• _Activity_
Look through the lines below for the word "pixels", and copy every line that has it.

• _Records provided_
****

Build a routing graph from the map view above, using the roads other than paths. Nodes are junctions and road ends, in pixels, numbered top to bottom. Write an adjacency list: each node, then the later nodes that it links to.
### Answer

****

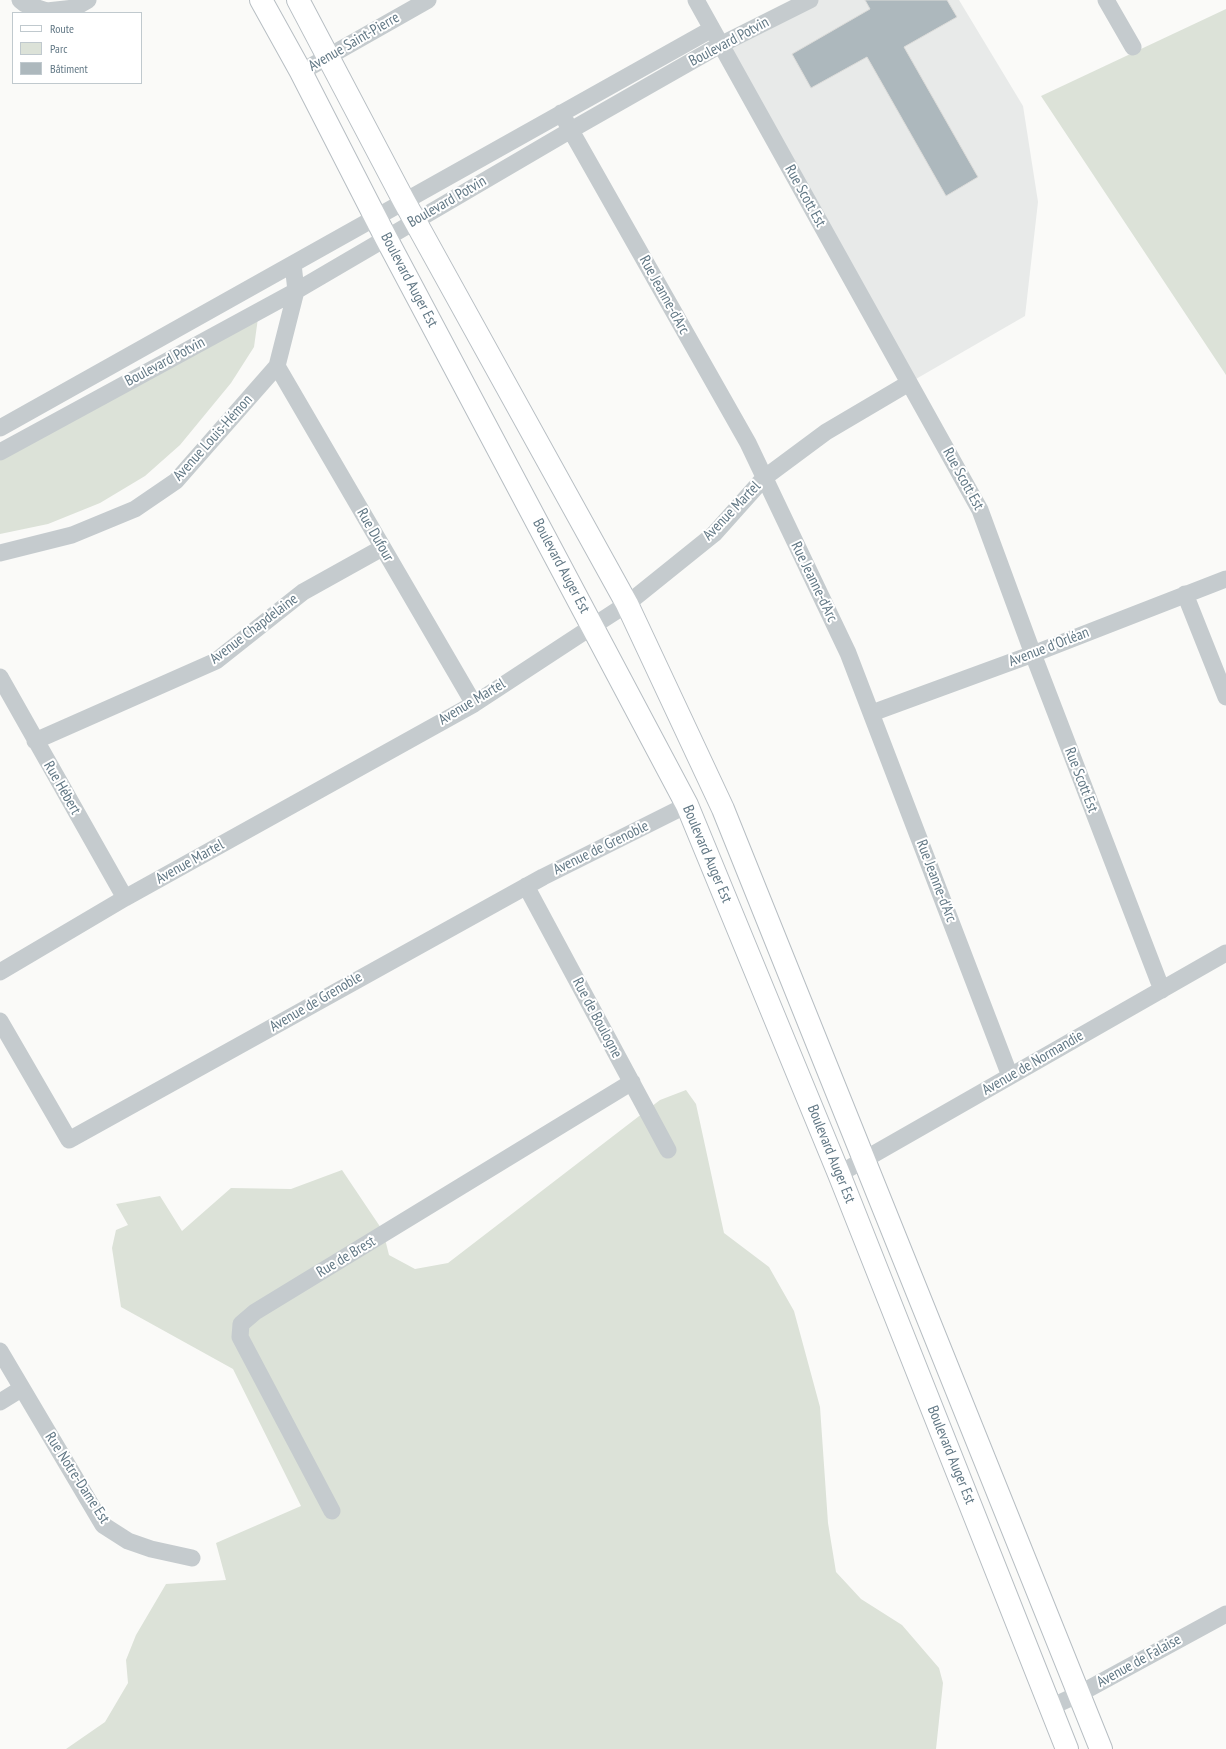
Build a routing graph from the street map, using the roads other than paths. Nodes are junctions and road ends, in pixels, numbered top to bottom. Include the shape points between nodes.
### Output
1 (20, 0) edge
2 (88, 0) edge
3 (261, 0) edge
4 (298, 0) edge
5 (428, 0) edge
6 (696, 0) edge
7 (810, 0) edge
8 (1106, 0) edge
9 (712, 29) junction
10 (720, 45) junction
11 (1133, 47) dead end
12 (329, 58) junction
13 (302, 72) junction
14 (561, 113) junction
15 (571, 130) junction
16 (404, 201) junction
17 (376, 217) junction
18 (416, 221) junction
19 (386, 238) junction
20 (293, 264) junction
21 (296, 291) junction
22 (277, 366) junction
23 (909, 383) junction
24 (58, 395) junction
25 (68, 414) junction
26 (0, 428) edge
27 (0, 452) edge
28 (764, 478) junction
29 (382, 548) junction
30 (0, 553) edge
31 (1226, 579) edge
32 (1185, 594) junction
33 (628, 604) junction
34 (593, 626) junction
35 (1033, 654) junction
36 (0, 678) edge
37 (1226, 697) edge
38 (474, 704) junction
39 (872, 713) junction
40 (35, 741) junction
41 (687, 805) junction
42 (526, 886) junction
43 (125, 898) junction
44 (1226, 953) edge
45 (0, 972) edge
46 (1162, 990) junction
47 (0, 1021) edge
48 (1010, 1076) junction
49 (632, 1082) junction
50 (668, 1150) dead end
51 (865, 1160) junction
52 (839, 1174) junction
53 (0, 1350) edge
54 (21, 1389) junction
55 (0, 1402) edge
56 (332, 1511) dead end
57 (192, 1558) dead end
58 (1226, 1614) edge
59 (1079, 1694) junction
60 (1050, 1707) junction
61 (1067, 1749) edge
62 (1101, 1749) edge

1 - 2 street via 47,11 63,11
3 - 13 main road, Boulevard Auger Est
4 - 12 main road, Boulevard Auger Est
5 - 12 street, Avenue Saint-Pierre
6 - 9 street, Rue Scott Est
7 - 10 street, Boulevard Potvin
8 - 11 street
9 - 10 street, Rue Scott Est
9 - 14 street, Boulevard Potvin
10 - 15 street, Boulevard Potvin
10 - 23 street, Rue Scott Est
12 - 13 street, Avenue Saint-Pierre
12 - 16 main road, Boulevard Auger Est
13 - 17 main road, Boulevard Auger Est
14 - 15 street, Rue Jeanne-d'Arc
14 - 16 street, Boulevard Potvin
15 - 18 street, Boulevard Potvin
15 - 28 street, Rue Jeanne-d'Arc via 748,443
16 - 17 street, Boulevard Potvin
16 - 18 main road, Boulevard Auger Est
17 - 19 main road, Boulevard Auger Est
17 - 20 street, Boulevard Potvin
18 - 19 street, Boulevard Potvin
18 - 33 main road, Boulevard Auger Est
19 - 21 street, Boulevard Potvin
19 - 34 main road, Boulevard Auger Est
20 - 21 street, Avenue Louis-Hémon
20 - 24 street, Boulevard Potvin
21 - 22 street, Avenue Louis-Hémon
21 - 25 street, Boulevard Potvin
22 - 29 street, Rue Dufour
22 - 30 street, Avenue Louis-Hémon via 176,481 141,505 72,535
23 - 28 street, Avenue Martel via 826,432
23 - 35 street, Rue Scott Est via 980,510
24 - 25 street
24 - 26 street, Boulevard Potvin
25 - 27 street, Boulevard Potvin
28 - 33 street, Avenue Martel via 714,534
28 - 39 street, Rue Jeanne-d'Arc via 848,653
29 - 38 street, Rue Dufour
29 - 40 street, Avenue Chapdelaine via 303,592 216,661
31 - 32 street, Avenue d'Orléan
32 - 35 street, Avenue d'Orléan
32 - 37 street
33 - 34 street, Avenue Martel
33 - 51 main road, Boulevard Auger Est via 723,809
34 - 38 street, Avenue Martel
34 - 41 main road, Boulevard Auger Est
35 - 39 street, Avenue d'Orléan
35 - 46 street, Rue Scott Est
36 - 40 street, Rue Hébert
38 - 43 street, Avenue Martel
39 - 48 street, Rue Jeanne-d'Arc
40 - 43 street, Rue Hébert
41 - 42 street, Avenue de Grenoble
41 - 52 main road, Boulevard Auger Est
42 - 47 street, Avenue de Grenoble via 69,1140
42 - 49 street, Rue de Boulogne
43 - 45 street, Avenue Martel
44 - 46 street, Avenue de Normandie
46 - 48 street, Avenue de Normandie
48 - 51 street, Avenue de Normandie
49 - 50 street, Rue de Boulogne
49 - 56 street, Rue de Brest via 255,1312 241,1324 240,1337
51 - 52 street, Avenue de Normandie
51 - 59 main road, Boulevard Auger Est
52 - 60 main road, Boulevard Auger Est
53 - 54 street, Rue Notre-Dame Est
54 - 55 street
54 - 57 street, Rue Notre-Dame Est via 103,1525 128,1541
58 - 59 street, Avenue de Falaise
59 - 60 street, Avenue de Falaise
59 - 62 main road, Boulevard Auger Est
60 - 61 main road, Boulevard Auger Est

****

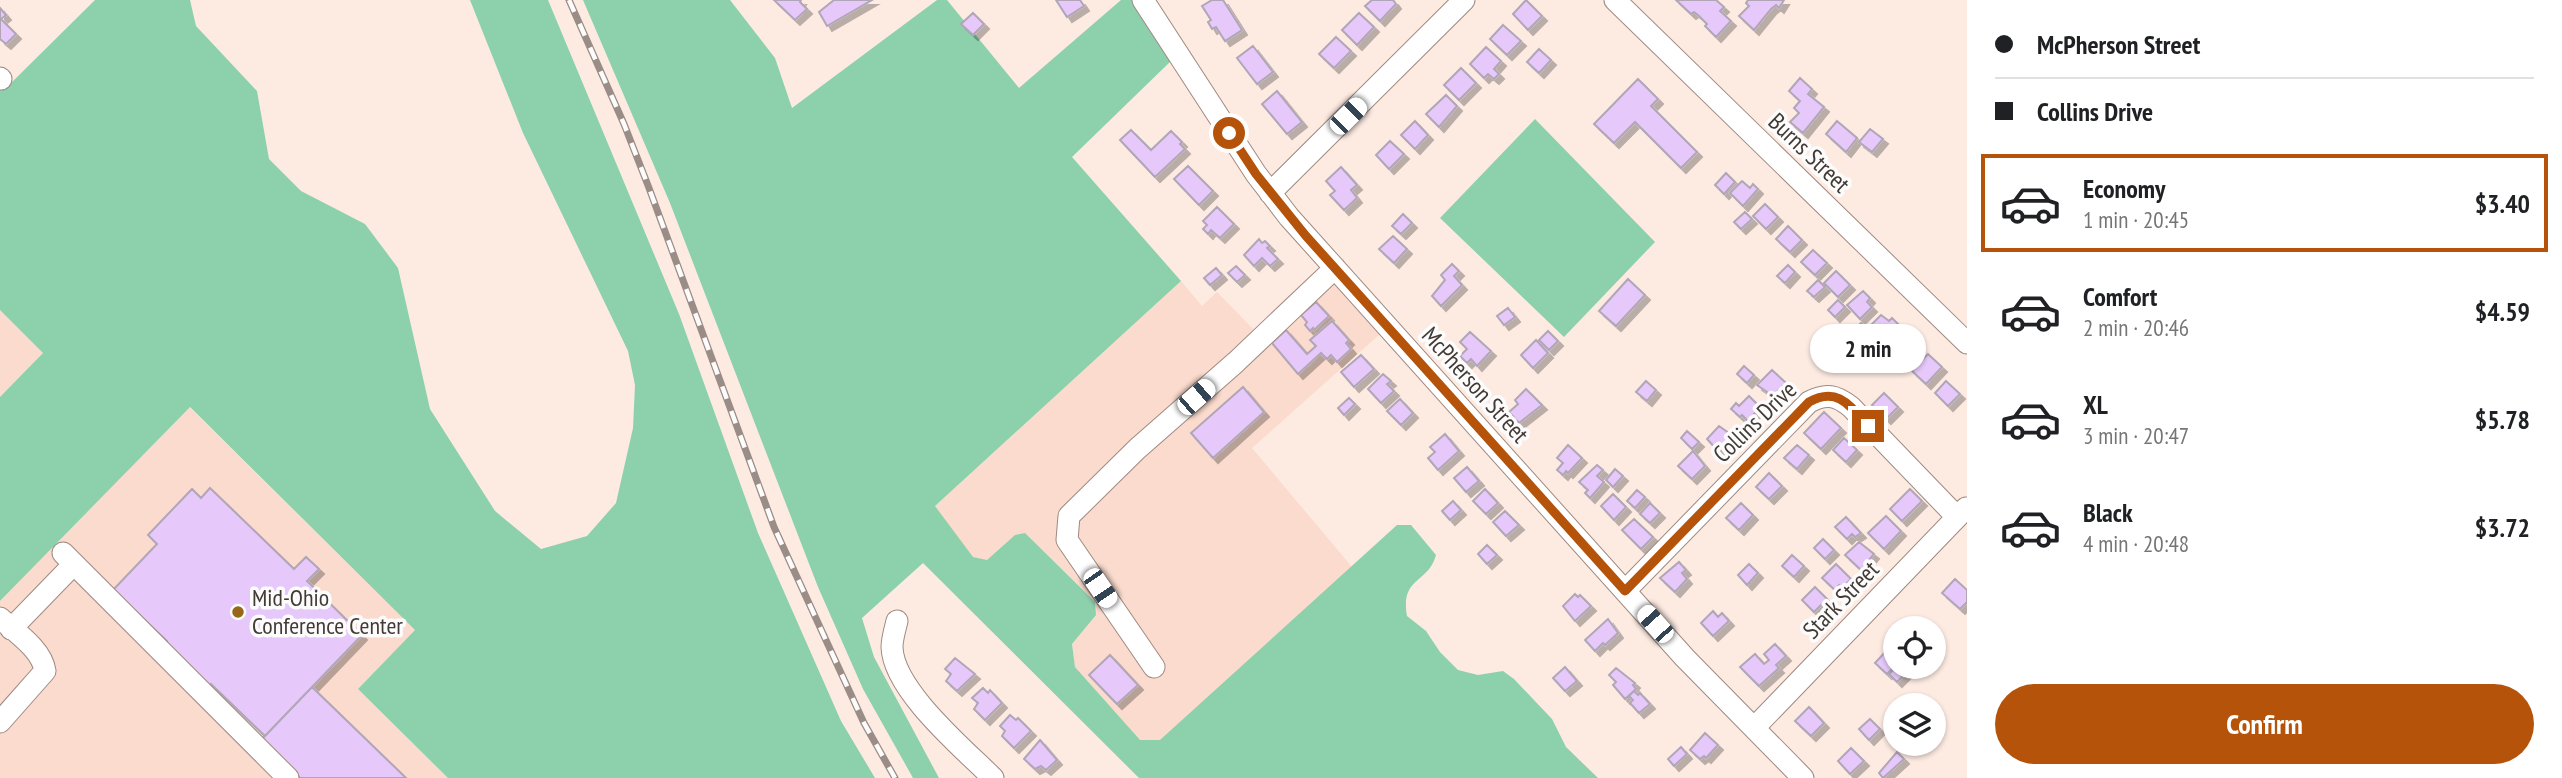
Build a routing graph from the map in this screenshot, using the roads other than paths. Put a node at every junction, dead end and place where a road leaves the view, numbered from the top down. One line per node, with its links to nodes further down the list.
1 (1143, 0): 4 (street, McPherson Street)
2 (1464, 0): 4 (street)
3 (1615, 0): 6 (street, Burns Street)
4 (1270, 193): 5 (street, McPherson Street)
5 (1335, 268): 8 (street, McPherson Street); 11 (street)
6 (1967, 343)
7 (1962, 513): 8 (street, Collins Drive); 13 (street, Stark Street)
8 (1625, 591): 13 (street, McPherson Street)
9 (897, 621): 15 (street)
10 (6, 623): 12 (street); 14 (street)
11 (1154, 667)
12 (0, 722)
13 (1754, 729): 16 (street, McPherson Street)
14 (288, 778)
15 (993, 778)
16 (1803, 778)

****

• _Answer to this exercise_
Build a routing graph from the map view above, using the roads other than paths. Nodes are junctions and road ends, in pixels, numbered top to bottom. Write an adjacency list: each node, then the later nodes that it links to.
Build a routing graph from the street map, using the roads other than paths. Nodes are junctions and road ends, in pixels, numbered top to bottom. Include the shape points between nodes.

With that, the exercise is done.